San Marino and Serbia maintain diplomatic relations established between San Marino and the Federal Republic of Yugoslavia (of which Serbia is considered sole legal successor) in 2002.

== History ==
Yugoslavia and San Marino signed the Agreement on the Establishment of Consular Relations by an exchange of Notes in 1961. According to the Agreement, a senior diplomat in the Embassy of the SFR Yugoslavia in Rome was designated as Consul-General to the Republic of San Marino.

The Captains Regent paid a visit to Yugoslavia in 1984. San Marino's Foreign Minister Fabio Berardi visited Belgrade in 2005 where he met with President Boris Tadić, Prime Minister Vojislav Koštunica and Foreign Minister Vuk Drašković. During the visit, Berardi promised that San Marino will support all Serbia's requests in the Council of Europe, during its chairmanship, regarding urge for the affirmation of dialogue and territorial sovereignty of Serbia.
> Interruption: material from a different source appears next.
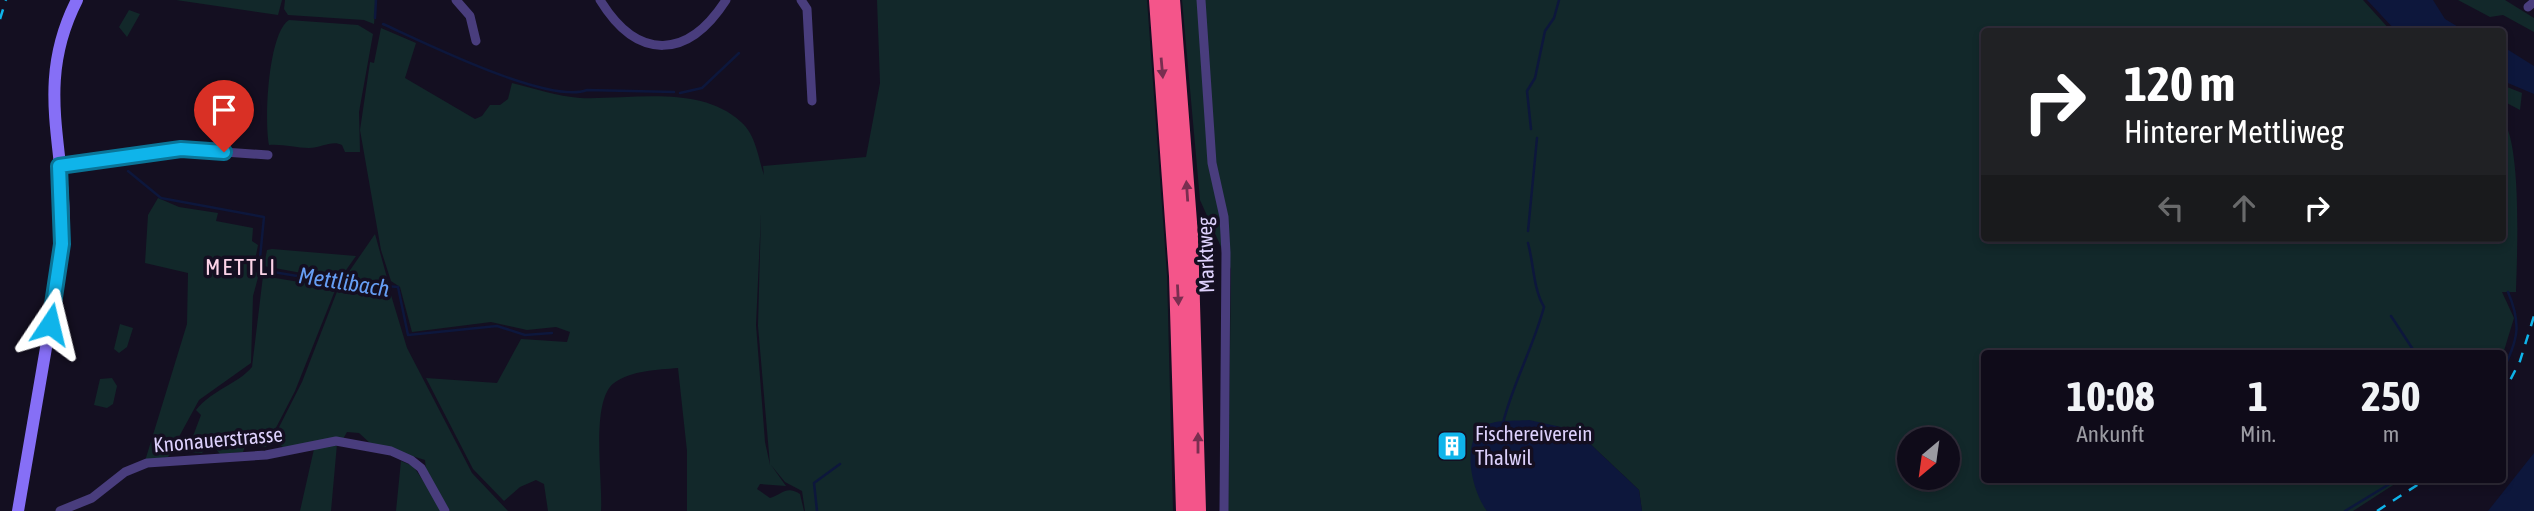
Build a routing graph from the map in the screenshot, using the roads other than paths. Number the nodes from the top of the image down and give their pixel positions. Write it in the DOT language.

In 2008, after Kosovo declared its independence, San Marino Foreign Ministry stated that San Marino recognises the right to self-determination but that it also believes that "the Helsinki Final Act plays an important part of the precious equilibrium". The statement pointed at the problem of ethnic hatred in the area of former Yugoslavia. San Marino did not wish to rekindle ethnic and religious conflicts by recognizing Kosovo as an independent state, although it believed that all the people of Kosovo need to be supported by international solidarity. San Marino supports the continued presence of the Organization for Security and Co-operation in Europe (OSCE) on Kosovo and would wait with the decision on recognition until the status of Kosovo is resolved through dialogue of both sides under the supervision of United Nations, so that both sides can count on international impartiality of judgement. Despite this, San Marino recognized the independence of Kosovo on 11 May 2008.

==Resident diplomatic missions==
- San Marino has an embassy in Belgrade.
- Serbia is accredited to San Marino through its embassy in Rome, Italy.